Got the backplate in the water today - TOTALLY comfortable. Just need to loosen my shoulder straps up a bit - my suit is thicker than I thought when I adjusted it for fit.
#1 PROBLEM: Top bolt in the backplate/wing fell out, so when I inflated the wing on the surface at the end of the dive, it pushed the tank off the backplate, popped the buckle open, and I'm left with a 200m surface swim trying to hold a tank in one hand and a regulator in the other. The bolt for the top hole HAS to go through the harness webbing, as the webbing crosses the backplate DIRECTLY over the bolt hole, and there is even an eyelet in the harness webbing for this. The supplied bolt was simply too short, and didn't have enough thread engaged to grab and stay put. I'm not talking about the bolt going through the tank cam strap, but the backplate harness itself. There's no way to move the harness webbing out of the way of the hole - that's where it lines up.
Anyway, upshot was my tank slid out. Screwed up an otherwise excellent dive at Pebble Beach (yeah, the golf course) that included some seals and a leopard shark.

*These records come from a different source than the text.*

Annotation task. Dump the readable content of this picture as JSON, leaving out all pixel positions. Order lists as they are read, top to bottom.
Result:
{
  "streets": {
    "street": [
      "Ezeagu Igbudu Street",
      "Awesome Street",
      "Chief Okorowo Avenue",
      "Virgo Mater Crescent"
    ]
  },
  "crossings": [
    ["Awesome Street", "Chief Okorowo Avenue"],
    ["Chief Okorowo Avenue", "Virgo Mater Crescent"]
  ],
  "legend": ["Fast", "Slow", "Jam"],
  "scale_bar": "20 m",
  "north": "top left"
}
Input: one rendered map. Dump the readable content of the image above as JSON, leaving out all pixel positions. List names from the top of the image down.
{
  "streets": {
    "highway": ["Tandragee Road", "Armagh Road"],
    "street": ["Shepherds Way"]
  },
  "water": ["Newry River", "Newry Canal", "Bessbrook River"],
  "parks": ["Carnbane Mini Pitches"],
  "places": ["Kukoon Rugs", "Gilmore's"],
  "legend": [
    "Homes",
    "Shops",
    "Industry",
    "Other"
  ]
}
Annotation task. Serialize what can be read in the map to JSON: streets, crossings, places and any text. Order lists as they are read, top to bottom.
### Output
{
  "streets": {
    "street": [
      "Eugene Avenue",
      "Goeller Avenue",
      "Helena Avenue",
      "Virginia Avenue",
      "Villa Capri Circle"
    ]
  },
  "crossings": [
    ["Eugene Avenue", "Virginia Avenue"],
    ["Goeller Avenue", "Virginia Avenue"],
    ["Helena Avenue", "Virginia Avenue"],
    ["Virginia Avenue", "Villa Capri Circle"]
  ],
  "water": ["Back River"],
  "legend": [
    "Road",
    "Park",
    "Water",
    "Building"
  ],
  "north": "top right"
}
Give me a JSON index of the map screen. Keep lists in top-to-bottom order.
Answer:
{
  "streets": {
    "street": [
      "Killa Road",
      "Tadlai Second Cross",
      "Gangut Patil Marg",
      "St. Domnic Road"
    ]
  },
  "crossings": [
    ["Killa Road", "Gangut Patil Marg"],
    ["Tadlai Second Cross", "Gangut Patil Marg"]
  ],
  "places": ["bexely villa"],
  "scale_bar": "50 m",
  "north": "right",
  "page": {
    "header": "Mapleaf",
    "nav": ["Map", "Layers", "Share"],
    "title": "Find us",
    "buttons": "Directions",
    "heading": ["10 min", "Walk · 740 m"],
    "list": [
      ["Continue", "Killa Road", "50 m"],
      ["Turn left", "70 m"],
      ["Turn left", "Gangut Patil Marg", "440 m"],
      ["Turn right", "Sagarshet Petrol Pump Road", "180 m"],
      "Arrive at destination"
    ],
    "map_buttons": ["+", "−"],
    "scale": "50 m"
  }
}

So I'm looking at an STA (the extra weight would help as well), my question is, is the STA (apart from having decent bolts) going to help hold the tank more securely? My Pioneer wing has the integrated STA, but that relies on just wedging the tank against the wing material for stability, rather than in a metal "groove" so to speak.
Thoughts?
PS Interesting prelude to the dive was another diver coming out of the water on a kayak rather stressed about his 3 buddies who had somehow all ended up stranded on some rocks with their kayaks because of waves or swell - so he calls 911, police show up, and he and his stranded buddies are nowhere to be found - police are asking US if we're alright and need assistance, and the Pebble Beach staff are going nuts about lost divers off their private beach (where it is permitted to dive with a reservation). No idea if the other divers got out okay or what. Thing was when we were in the water (within 30 minutes of this happening) conditions where about as ideal as you could hope for a shore dive. Guessing and hoping they got off the rocks and kayaked around the next point to safety.